SUPPLIED RECORDS —
Start of Block

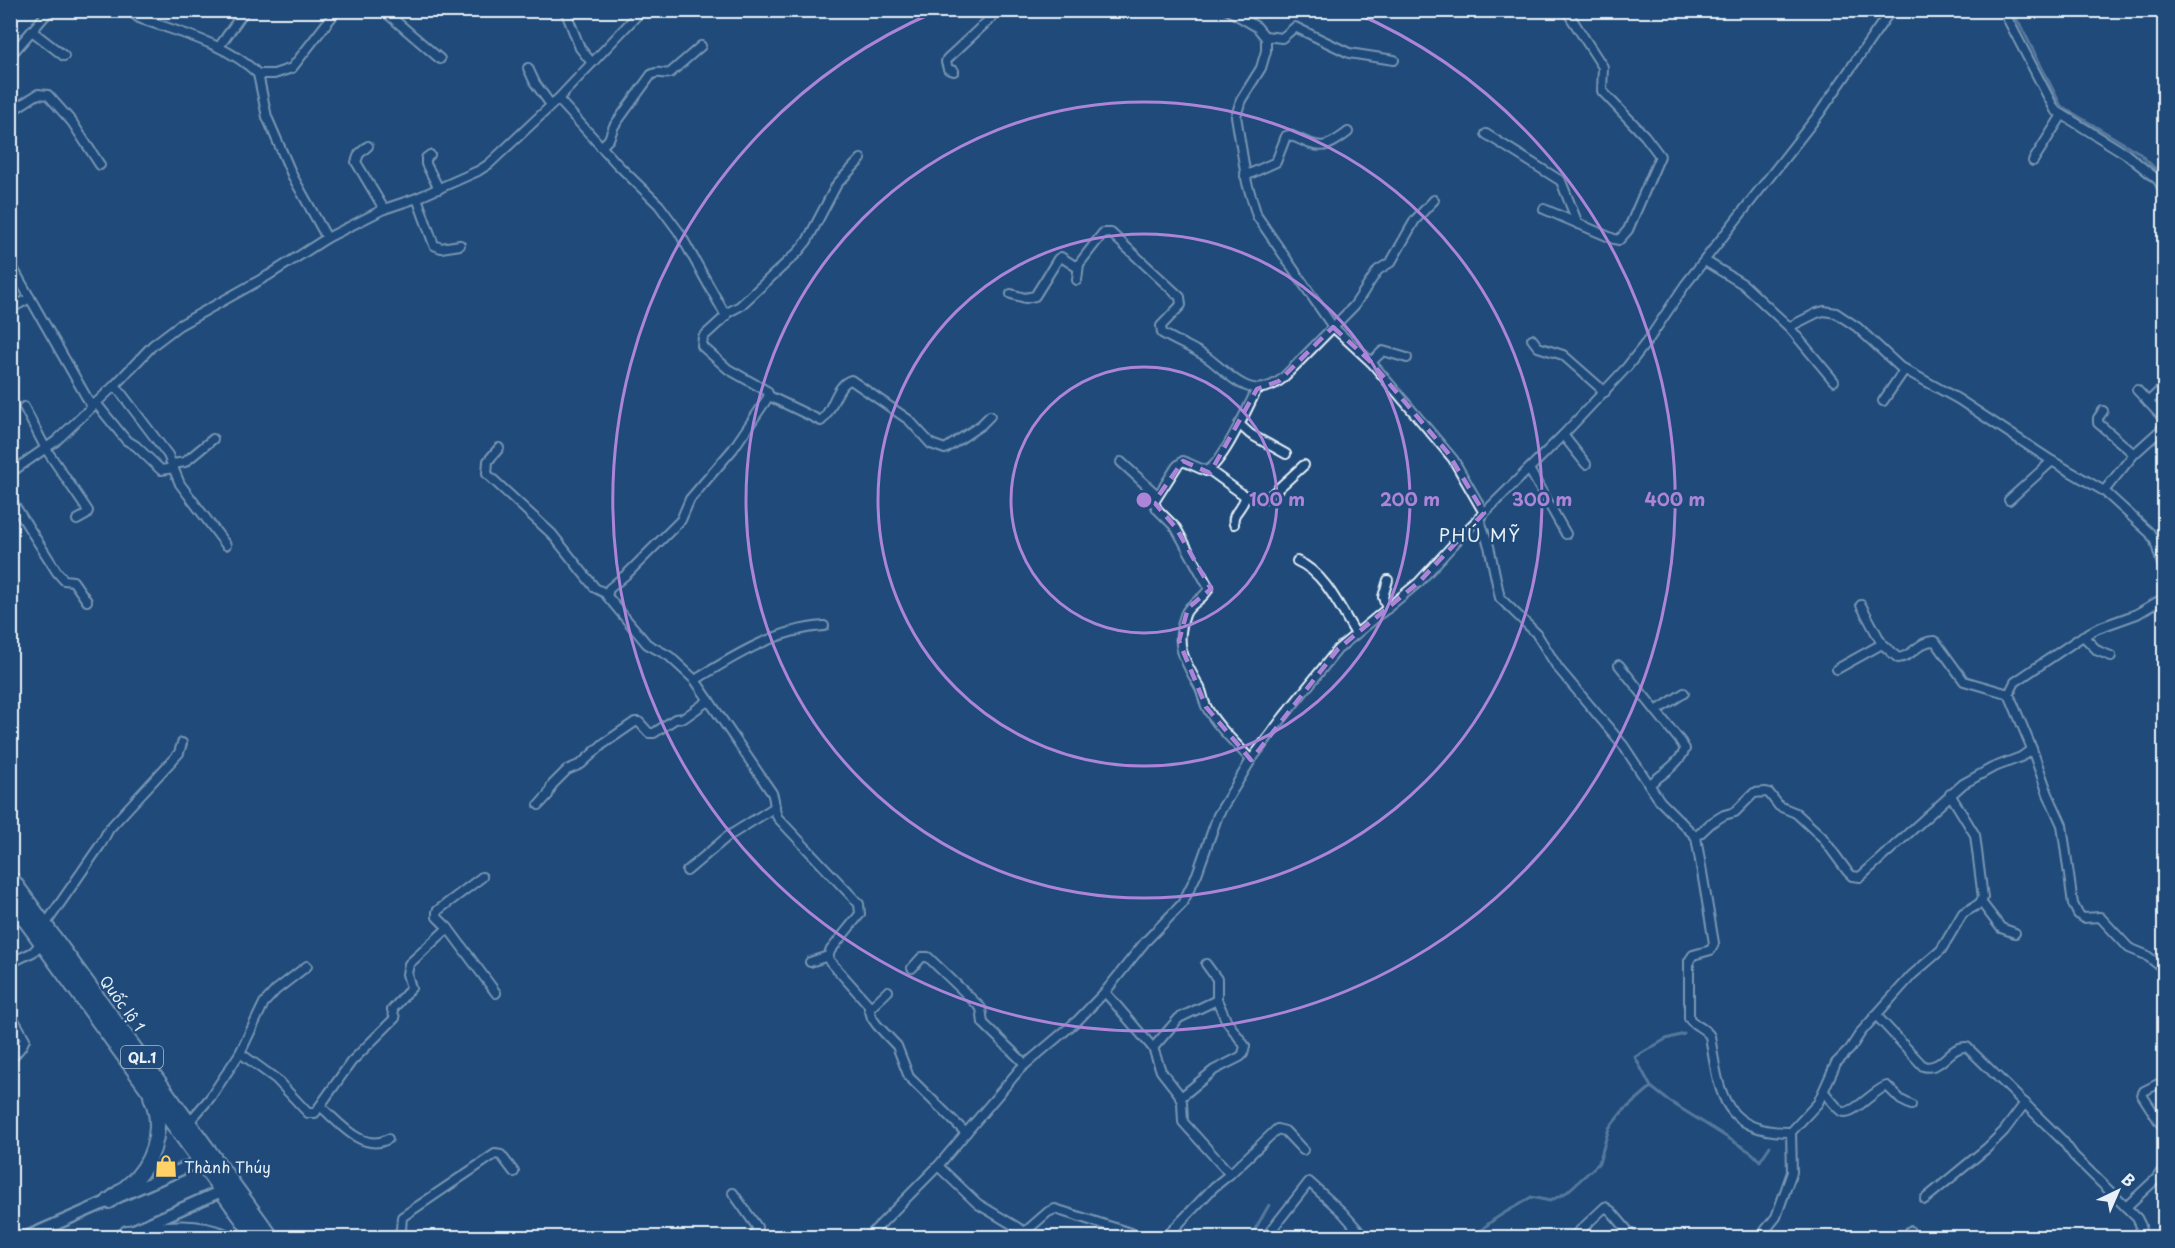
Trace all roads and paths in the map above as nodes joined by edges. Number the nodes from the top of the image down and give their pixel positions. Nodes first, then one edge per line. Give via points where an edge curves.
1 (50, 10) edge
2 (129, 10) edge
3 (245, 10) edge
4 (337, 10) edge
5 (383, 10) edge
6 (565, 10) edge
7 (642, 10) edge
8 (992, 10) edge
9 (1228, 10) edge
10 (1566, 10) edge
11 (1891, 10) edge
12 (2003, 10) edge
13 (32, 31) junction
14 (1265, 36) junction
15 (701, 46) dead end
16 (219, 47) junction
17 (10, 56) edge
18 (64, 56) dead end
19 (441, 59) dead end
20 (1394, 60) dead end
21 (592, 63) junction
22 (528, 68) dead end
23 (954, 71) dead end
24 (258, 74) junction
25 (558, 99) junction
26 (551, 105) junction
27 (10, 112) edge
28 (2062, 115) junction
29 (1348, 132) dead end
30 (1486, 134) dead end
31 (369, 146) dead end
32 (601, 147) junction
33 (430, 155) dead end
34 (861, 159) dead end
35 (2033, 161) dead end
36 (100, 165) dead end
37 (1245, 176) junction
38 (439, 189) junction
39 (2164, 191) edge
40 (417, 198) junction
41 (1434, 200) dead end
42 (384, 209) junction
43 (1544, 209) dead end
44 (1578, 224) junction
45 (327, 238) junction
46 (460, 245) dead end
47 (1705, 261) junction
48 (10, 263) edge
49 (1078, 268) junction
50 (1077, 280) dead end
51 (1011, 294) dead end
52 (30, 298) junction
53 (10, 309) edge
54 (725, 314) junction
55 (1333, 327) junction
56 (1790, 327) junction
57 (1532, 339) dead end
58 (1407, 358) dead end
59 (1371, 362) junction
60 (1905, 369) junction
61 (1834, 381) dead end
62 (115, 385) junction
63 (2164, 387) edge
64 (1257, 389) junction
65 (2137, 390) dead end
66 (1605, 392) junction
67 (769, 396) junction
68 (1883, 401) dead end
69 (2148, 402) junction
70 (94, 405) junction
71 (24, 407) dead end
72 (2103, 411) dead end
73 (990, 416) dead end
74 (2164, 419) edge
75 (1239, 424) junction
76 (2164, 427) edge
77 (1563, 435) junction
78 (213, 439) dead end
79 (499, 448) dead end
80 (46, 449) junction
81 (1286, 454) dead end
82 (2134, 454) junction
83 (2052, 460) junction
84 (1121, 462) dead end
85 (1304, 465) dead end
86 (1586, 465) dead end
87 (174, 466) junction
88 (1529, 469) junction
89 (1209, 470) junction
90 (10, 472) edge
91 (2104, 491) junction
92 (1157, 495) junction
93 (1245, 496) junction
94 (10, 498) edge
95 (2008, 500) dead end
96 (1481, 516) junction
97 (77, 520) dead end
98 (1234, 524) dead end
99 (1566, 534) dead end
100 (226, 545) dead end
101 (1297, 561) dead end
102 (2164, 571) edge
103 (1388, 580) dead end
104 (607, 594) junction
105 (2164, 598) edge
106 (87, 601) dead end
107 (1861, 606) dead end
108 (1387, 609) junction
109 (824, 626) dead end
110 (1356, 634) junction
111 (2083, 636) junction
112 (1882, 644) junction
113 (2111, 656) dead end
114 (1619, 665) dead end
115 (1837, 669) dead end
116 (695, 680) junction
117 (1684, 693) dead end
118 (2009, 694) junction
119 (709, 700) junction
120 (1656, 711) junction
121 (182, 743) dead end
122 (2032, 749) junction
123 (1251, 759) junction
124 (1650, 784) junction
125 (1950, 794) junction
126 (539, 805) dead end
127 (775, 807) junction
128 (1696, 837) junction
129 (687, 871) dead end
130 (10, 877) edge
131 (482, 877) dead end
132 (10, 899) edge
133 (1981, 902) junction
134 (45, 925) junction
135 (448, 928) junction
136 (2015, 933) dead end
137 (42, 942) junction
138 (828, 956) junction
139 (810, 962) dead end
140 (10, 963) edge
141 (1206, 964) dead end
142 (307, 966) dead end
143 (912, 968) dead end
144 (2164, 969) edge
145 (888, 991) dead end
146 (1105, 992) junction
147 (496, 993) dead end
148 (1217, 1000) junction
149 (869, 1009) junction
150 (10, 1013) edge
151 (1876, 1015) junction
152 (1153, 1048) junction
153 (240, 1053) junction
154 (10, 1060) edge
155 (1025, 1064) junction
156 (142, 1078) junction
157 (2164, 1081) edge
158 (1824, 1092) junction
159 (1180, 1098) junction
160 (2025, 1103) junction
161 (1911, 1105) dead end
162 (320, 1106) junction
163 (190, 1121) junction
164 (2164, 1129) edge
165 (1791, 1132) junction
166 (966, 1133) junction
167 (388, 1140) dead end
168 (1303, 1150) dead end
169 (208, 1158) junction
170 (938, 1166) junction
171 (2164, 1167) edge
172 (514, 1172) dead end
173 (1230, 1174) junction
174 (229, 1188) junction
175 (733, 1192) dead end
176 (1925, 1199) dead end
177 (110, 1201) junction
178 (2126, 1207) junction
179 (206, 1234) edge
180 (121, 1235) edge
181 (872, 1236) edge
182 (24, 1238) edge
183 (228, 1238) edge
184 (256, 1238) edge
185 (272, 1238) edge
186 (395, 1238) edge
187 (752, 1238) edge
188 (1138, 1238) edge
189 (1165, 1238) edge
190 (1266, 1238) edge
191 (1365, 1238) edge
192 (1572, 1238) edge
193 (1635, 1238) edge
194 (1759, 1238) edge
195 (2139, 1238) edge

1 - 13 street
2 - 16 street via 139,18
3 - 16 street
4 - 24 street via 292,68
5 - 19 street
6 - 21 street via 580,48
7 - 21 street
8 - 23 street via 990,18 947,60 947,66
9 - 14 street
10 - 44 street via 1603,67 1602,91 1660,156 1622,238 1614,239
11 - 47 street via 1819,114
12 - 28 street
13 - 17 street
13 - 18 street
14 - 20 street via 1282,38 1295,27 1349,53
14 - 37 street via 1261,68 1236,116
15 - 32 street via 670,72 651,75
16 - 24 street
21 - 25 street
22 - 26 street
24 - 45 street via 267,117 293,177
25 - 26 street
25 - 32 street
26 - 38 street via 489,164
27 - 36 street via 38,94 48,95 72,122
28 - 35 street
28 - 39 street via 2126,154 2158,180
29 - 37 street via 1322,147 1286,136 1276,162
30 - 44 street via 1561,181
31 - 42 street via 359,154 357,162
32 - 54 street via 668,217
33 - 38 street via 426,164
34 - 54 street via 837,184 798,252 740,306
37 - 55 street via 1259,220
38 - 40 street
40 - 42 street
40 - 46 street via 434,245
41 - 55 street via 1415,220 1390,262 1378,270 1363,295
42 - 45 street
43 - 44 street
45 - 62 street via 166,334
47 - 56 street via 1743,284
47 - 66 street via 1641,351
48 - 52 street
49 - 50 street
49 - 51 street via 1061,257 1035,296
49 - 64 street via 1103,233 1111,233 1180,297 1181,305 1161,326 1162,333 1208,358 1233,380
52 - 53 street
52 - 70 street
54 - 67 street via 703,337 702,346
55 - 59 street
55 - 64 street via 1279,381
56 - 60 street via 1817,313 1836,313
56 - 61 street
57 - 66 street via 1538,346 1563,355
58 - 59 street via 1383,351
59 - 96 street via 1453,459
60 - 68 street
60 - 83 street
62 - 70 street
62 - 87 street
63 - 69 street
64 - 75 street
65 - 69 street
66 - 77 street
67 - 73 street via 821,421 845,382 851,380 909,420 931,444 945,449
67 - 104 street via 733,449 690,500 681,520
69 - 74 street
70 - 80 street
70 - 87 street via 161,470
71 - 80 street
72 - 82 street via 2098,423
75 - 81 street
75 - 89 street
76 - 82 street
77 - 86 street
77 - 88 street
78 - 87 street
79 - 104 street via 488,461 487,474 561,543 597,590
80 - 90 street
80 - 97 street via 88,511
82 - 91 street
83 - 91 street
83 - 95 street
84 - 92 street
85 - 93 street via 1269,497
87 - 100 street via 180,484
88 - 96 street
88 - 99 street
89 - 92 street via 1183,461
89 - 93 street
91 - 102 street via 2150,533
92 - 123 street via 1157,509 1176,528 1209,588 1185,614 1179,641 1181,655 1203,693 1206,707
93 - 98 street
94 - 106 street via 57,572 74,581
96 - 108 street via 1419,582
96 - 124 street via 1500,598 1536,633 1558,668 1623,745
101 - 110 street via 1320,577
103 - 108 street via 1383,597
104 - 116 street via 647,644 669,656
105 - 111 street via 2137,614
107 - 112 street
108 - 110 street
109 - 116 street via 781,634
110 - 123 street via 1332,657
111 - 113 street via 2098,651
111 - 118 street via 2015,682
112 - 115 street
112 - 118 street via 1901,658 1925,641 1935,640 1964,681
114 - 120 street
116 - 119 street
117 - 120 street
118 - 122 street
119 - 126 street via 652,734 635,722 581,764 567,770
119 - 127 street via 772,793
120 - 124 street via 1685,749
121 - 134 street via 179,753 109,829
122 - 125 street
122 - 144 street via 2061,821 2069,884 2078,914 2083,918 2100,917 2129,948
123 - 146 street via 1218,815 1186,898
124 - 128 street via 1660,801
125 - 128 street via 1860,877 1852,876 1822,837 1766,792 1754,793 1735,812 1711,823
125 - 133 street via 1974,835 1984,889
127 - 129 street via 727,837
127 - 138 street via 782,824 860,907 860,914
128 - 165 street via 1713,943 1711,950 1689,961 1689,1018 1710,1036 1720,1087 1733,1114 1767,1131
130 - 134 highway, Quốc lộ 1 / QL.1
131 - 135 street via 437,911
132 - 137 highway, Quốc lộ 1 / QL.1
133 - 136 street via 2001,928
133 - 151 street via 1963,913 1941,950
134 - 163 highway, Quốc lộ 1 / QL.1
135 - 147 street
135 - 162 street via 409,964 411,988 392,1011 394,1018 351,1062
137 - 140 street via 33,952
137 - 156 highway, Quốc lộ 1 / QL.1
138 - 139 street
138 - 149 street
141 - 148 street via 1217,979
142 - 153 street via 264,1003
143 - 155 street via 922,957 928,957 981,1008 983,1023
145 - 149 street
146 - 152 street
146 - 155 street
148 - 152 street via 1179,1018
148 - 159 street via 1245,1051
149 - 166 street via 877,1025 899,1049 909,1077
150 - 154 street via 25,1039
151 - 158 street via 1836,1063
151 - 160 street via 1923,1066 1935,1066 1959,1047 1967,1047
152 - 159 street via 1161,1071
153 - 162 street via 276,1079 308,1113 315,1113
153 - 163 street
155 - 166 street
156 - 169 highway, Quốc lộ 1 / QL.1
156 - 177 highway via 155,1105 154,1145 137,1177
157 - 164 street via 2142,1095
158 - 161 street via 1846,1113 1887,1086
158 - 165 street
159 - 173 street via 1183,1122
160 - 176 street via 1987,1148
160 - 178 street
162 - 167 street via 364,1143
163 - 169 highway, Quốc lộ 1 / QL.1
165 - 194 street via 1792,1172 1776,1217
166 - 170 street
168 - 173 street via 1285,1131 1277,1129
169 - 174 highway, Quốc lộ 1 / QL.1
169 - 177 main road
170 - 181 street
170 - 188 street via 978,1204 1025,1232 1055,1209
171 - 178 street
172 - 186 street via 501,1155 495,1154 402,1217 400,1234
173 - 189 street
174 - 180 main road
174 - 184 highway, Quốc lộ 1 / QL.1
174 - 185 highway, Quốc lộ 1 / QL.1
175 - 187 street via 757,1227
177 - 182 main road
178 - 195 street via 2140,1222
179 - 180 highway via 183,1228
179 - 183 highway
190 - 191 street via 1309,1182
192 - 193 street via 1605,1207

End of Block

INSTRUCTIONS TO FOLLOW — Examine the records and pull out every line where the string "main" occurs.

TASK OUTPUT —
169 - 177 main road
174 - 180 main road
177 - 182 main road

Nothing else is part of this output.